── Data to process

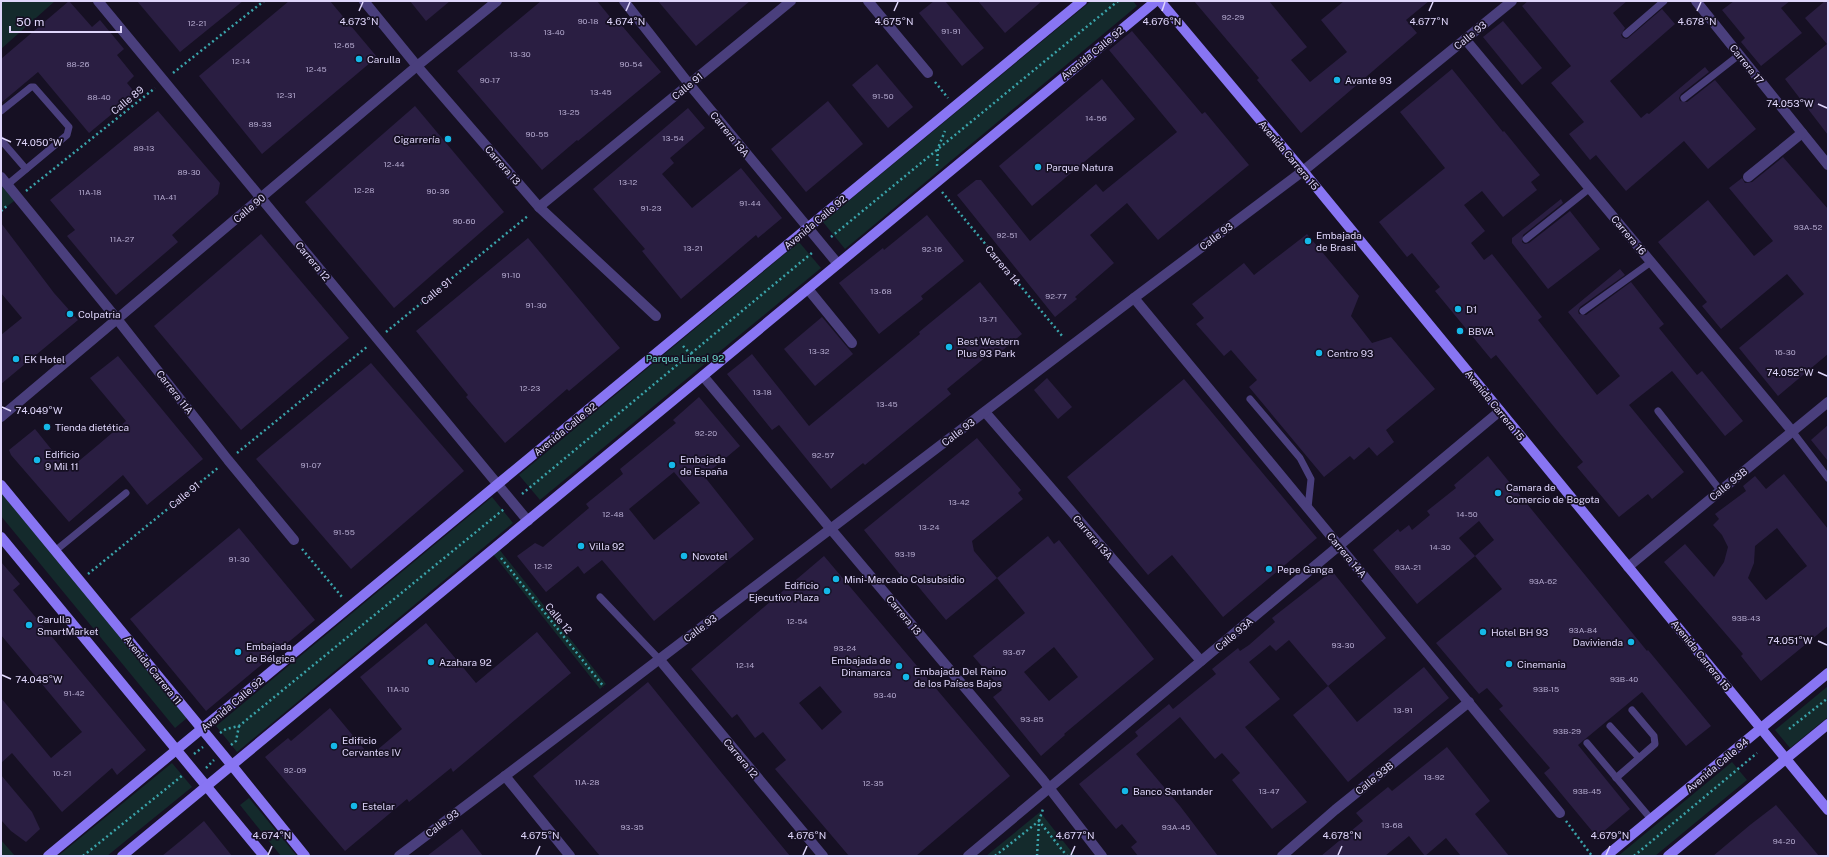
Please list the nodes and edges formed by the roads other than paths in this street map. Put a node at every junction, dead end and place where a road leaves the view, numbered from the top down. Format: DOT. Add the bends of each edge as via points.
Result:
graph roads {
  1 [pos="98,1"];
  2 [pos="364,1"];
  3 [pos="497,1"];
  4 [pos="624,1"];
  5 [pos="791,1"];
  6 [pos="868,1"];
  7 [pos="1082,1"];
  8 [pos="1156,1"];
  9 [pos="1160,1"];
  10 [pos="1512,1"];
  11 [pos="1664,1"];
  12 [pos="1696,1"];
  13 [pos="1626,34"];
  14 [pos="1466,39"];
  15 [pos="1739,55"];
  16 [pos="417,66"];
  17 [pos="928,73"];
  18 [pos="689,84"];
  19 [pos="1684,98"];
  20 [pos="1,112"];
  21 [pos="1802,133"];
  22 [pos="1,140"];
  23 [pos="1828,165"];
  24 [pos="26,169"];
  25 [pos="1303,171"];
  26 [pos="1748,177"];
  27 [pos="4,181"];
  28 [pos="1590,188"];
  29 [pos="261,198"];
  30 [pos="539,207"];
  31 [pos="808,228"];
  32 [pos="1526,239"];
  33 [pos="1651,262"];
  34 [pos="838,264"];
  35 [pos="808,289"];
  36 [pos="1134,298"];
  37 [pos="1583,311"];
  38 [pos="656,316"];
  39 [pos="117,319"];
  40 [pos="852,343"];
  41 [pos="703,376"];
  42 [pos="1250,399"];
  43 [pos="1828,402"];
  44 [pos="1500,411"];
  45 [pos="1658,411"];
  46 [pos="985,412"];
  47 [pos="1,417"];
  48 [pos="1792,431"];
  49 [pos="1828,478"];
  50 [pos="498,484"];
  51 [pos="1,485"];
  52 [pos="1720,490"];
  53 [pos="126,493"];
  54 [pos="1308,508"];
  55 [pos="528,521"];
  56 [pos="830,529"];
  57 [pos="1,537"];
  58 [pos="294,540"];
  59 [pos="1340,547"];
  60 [pos="55,551"];
  61 [pos="1628,567"];
  62 [pos="600,597"];
  63 [pos="659,660"];
  64 [pos="1201,661"];
  65 [pos="1828,673"];
  66 [pos="1469,702"];
  67 [pos="1632,710"];
  68 [pos="1828,724"];
  69 [pos="1610,726"];
  70 [pos="1761,728"];
  71 [pos="201,729"];
  72 [pos="1587,743"];
  73 [pos="176,750"];
  74 [pos="1639,758"];
  75 [pos="1786,759"];
  76 [pos="232,766"];
  77 [pos="505,776"];
  78 [pos="1616,778"];
  79 [pos="206,786"];
  80 [pos="1050,788"];
  81 [pos="1828,810"];
  82 [pos="1560,813"];
  83 [pos="1651,819"];
  84 [pos="48,856"];
  85 [pos="122,856"];
  86 [pos="264,856"];
  87 [pos="304,856"];
  88 [pos="399,856"];
  89 [pos="570,856"];
  90 [pos="823,856"];
  91 [pos="968,856"];
  92 [pos="1102,856"];
  93 [pos="1282,856"];
  94 [pos="1606,856"];
  95 [pos="1668,856"];
  1 -- 29 [label="street, Carrera 12"];
  2 -- 16 [label="street, Carrera 13"];
  3 -- 16 [label="street, Calle 90"];
  4 -- 18 [label="street, Carrera 13A"];
  5 -- 18 [label="street, Calle 91"];
  6 -- 17 [label="street"];
  7 -- 31 [label="main road, Avenida Calle 92"];
  8 -- 34 [label="main road, Avenida Calle 92"];
  9 -- 25 [label="main road, Avenida Carrera 15"];
  10 -- 14 [label="street, Calle 93"];
  11 -- 13 [label="lane"];
  12 -- 15 [label="street, Carrera 17"];
  14 -- 25 [label="street, Calle 93"];
  14 -- 28 [label="street, Carrera 16"];
  15 -- 19 [label="lane"];
  15 -- 21 [label="street, Carrera 17"];
  16 -- 29 [label="street, Calle 90"];
  16 -- 30 [label="street, Carrera 13"];
  18 -- 30 [label="street, Calle 91"];
  18 -- 31 [label="street, Carrera 13A"];
  20 -- 24 [label="lane" via="34,87 70,127 67,135"];
  21 -- 23 [label="street, Carrera 17"];
  21 -- 26 [label="street"];
  22 -- 24 [label="lane"];
  24 -- 27 [label="lane"];
  25 -- 36 [label="street, Calle 93"];
  25 -- 44 [label="main road, Avenida Carrera 15"];
  27 -- 39 [label="street, Carrera 11A"];
  28 -- 32 [label="lane"];
  28 -- 33 [label="street, Carrera 16"];
  29 -- 39 [label="street, Calle 90"];
  29 -- 50 [label="street, Carrera 12"];
  30 -- 38 [label="street, Carrera 13"];
  31 -- 34 [label="street, Carrera 13A"];
  31 -- 50 [label="main road, Avenida Calle 92"];
  33 -- 37 [label="lane"];
  33 -- 48 [label="street, Carrera 16"];
  34 -- 35 [label="main road, Avenida Calle 92"];
  35 -- 40 [label="street"];
  35 -- 41 [label="main road, Avenida Calle 92"];
  36 -- 46 [label="street, Calle 93"];
  36 -- 54 [label="street, Carrera 14A"];
  39 -- 47 [label="street, Calle 90"];
  39 -- 58 [label="street, Carrera 11A"];
  41 -- 55 [label="main road, Avenida Calle 92"];
  41 -- 56 [label="street, Carrera 13"];
  42 -- 54 [label="lane" via="1300,458 1311,479"];
  43 -- 48 [label="street, Calle 93B"];
  44 -- 59 [label="street, Calle 93A"];
  44 -- 61 [label="main road, Avenida Carrera 15"];
  45 -- 52 [label="lane"];
  46 -- 56 [label="street, Calle 93"];
  46 -- 64 [label="street, Carrera 13A"];
  48 -- 49 [label="lane"];
  48 -- 52 [label="street, Calle 93B"];
  50 -- 55 [label="street, Carrera 12"];
  50 -- 71 [label="main road, Avenida Calle 92"];
  51 -- 60 [label="main road, Avenida Carrera 11"];
  52 -- 61 [label="street, Calle 93B"];
  53 -- 60 [label="lane"];
  54 -- 59 [label="street, Carrera 14A"];
  55 -- 76 [label="main road, Avenida Calle 92"];
  56 -- 63 [label="street, Calle 93"];
  56 -- 80 [label="street, Carrera 13"];
  57 -- 73 [label="main road"];
  59 -- 64 [label="street, Calle 93A"];
  59 -- 66 [label="street, Carrera 14A"];
  60 -- 71 [label="main road, Avenida Carrera 11"];
  61 -- 70 [label="main road, Avenida Carrera 15"];
  62 -- 63 [label="lane"];
  63 -- 77 [label="street, Calle 93"];
  63 -- 90 [label="street, Carrera 12"];
  64 -- 80 [label="street, Calle 93A"];
  65 -- 70 [label="main road, Avenida Calle 94"];
  66 -- 82 [label="street, Carrera 14A"];
  66 -- 93 [label="street, Calle 93B"];
  67 -- 74 [label="lane" via="1654,736 1655,744"];
  68 -- 75 [label="main road"];
  69 -- 74 [label="lane"];
  70 -- 75 [label="main road, Avenida Carrera 15"];
  70 -- 83 [label="main road, Avenida Calle 94"];
  71 -- 73 [label="main road, Avenida Calle 92"];
  71 -- 76 [label="main road, Avenida Carrera 11"];
  72 -- 78 [label="lane"];
  73 -- 79 [label="main road"];
  73 -- 84 [label="main road, Avenida Calle 92"];
  74 -- 78 [label="lane"];
  75 -- 81 [label="main road, Avenida Carrera 15"];
  75 -- 95 [label="main road"];
  76 -- 79 [label="main road, Avenida Calle 92"];
  76 -- 87 [label="main road, Avenida Carrera 11"];
  77 -- 88 [label="street, Calle 93"];
  77 -- 89 [label="street"];
  78 -- 83 [label="lane"];
  79 -- 85 [label="main road, Avenida Calle 92"];
  79 -- 86 [label="main road"];
  80 -- 91 [label="street, Calle 93A"];
  80 -- 92 [label="street, Carrera 13"];
  83 -- 94 [label="main road, Avenida Calle 94"];
}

────

▸ **Problem statement**
Once you find the string "roads" in a line of the records, copy that line.

▸ **Result of this task**
Please list the nodes and edges formed by the roads other than paths in this street map. Put a node at every junction, dead end and place where a road leaves the view, numbered from the top down. Format: DOT. Add the bends of each edge as via points.
graph roads {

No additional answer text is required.